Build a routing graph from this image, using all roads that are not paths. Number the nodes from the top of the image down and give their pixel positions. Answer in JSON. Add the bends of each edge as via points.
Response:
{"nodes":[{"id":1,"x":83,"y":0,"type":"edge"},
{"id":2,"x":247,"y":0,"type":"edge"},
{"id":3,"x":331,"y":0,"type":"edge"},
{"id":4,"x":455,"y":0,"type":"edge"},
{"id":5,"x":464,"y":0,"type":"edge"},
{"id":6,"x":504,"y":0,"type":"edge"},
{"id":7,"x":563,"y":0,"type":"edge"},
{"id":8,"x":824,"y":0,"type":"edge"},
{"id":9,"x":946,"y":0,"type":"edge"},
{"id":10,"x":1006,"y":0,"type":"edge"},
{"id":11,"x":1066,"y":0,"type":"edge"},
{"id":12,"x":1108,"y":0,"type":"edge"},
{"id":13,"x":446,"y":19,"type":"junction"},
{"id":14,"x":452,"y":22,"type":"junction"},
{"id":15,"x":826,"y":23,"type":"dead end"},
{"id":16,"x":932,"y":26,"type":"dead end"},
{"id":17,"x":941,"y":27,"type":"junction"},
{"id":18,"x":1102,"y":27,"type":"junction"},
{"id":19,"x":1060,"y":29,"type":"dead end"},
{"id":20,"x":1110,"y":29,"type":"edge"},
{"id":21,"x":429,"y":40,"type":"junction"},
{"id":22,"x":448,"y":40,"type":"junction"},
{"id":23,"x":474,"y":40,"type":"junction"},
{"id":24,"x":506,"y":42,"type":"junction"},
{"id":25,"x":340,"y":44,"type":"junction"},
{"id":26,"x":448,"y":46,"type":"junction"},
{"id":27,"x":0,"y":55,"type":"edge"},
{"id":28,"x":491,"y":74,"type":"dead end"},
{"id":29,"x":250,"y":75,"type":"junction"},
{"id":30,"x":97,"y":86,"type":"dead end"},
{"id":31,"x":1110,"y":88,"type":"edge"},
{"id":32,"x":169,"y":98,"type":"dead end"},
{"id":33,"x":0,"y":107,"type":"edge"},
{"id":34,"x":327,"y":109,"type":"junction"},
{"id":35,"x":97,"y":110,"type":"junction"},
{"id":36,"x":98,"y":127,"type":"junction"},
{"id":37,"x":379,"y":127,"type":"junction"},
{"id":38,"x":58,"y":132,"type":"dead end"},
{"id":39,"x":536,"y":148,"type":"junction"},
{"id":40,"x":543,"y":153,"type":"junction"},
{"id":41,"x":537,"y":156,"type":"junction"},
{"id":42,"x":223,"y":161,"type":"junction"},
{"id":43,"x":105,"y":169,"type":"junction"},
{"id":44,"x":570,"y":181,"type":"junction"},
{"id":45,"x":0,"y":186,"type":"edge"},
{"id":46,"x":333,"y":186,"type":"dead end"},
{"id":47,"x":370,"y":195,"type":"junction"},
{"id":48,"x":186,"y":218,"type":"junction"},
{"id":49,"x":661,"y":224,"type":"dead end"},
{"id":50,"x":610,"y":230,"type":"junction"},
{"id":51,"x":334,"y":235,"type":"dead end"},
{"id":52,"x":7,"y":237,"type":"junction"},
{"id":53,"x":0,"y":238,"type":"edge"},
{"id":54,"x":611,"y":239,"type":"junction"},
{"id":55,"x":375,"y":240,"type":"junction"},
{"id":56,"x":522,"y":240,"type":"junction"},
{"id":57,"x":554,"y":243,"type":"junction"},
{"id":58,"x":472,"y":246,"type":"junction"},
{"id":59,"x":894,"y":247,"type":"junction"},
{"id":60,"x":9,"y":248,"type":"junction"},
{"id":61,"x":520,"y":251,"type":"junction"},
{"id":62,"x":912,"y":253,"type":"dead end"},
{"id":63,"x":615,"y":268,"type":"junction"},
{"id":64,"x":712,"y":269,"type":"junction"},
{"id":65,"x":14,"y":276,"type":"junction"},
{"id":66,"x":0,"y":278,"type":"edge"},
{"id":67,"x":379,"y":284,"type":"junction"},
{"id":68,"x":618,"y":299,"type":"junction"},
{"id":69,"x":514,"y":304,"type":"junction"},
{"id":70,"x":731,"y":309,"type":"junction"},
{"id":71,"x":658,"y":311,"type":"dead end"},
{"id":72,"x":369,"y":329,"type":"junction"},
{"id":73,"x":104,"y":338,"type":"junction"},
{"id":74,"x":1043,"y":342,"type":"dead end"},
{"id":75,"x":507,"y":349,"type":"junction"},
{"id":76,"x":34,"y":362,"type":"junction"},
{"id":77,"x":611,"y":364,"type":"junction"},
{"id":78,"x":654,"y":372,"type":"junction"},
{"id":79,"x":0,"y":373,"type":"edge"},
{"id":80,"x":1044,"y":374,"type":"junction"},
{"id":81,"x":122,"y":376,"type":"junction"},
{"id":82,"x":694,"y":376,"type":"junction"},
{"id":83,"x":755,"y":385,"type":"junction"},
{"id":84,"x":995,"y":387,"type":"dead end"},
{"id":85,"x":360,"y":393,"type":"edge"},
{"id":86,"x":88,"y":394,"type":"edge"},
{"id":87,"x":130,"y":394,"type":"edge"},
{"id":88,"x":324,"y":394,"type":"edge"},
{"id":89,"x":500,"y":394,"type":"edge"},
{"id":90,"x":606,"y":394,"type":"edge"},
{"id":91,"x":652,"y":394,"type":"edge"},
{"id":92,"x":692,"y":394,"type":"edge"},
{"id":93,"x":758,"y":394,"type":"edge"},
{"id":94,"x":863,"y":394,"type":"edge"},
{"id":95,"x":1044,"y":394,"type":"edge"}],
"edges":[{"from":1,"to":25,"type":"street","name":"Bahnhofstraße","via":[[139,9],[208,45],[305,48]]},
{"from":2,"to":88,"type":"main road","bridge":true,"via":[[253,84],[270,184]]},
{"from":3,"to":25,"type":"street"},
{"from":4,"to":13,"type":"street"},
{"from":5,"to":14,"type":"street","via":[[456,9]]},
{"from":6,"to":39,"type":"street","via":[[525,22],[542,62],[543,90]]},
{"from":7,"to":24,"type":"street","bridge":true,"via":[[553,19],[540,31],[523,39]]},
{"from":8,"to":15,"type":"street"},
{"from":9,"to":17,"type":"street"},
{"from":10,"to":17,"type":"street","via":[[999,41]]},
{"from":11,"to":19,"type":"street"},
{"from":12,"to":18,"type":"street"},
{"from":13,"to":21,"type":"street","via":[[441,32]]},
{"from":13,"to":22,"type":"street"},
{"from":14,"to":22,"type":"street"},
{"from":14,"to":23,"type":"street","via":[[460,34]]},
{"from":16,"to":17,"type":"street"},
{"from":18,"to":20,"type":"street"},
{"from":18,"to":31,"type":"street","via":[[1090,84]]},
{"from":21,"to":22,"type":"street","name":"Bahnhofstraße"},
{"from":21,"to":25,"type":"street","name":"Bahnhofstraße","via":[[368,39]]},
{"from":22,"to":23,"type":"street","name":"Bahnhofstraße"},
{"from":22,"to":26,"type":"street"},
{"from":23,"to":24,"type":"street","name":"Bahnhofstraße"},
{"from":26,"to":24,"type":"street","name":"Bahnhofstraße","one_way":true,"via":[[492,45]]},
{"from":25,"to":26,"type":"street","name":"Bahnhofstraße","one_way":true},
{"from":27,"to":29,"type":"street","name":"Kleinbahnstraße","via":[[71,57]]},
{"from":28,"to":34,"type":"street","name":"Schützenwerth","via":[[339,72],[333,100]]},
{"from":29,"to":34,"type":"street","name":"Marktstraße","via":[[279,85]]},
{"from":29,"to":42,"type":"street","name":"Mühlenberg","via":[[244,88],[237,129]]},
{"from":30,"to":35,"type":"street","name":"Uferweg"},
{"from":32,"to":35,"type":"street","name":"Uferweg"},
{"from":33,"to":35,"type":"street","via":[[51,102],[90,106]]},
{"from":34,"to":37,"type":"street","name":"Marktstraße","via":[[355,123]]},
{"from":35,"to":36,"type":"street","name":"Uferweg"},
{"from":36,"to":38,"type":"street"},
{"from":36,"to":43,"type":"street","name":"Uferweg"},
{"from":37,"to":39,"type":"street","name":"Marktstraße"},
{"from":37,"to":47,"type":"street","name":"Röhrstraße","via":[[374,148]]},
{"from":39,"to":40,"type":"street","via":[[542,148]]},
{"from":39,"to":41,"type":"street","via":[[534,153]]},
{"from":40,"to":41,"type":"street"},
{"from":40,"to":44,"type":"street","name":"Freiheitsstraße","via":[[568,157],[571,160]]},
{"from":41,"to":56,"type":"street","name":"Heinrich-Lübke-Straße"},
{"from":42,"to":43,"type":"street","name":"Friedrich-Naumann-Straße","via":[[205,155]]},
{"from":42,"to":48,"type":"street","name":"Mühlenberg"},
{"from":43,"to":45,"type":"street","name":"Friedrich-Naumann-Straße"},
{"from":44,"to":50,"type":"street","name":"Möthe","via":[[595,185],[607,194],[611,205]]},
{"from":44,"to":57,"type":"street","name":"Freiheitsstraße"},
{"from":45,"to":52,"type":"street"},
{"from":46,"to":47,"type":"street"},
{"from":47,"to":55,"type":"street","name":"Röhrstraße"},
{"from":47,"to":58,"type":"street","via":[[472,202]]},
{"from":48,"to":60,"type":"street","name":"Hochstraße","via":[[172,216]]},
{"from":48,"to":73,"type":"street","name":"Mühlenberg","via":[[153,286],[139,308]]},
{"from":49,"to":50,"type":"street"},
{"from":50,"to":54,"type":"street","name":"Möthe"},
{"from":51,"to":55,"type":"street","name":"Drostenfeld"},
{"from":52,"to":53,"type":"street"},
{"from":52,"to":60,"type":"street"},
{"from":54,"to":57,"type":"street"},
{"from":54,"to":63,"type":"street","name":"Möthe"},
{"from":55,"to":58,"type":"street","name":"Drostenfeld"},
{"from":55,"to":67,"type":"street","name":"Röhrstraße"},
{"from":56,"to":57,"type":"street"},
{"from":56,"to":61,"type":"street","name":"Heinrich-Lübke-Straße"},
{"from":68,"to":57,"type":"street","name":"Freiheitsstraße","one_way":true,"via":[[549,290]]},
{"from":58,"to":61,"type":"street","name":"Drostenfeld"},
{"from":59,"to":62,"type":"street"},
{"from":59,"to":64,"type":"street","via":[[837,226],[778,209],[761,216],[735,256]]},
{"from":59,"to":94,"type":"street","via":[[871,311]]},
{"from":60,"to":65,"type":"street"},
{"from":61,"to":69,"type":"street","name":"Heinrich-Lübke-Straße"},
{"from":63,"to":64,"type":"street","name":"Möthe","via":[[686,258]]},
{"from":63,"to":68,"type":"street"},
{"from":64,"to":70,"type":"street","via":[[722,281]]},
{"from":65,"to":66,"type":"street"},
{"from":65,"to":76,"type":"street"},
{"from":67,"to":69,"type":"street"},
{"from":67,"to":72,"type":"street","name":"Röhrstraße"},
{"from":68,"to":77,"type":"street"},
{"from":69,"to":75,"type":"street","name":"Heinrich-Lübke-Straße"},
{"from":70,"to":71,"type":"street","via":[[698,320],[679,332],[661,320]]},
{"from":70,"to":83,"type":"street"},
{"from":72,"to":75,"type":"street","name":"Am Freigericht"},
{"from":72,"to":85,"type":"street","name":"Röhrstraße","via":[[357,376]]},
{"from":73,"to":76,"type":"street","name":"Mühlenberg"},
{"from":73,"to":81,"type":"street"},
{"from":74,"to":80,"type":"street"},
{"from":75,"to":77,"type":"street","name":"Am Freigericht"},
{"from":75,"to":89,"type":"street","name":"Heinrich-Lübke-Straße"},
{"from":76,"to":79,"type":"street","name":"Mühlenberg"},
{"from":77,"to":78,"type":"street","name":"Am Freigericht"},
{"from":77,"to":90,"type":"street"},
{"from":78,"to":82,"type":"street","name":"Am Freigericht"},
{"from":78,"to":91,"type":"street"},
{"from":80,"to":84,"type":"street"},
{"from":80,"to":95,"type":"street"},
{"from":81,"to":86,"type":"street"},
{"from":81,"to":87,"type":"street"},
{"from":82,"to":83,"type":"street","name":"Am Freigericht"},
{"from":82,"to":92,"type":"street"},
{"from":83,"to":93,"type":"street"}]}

### Work instructions:
Whenever the string "Marktstraße" shows up in a line of the records, copy that line.

### Output for this exercise:
{"from":29,"to":34,"type":"street","name":"Marktstraße","via":[[279,85]]},
{"from":34,"to":37,"type":"street","name":"Marktstraße","via":[[355,123]]},
{"from":37,"to":39,"type":"street","name":"Marktstraße"},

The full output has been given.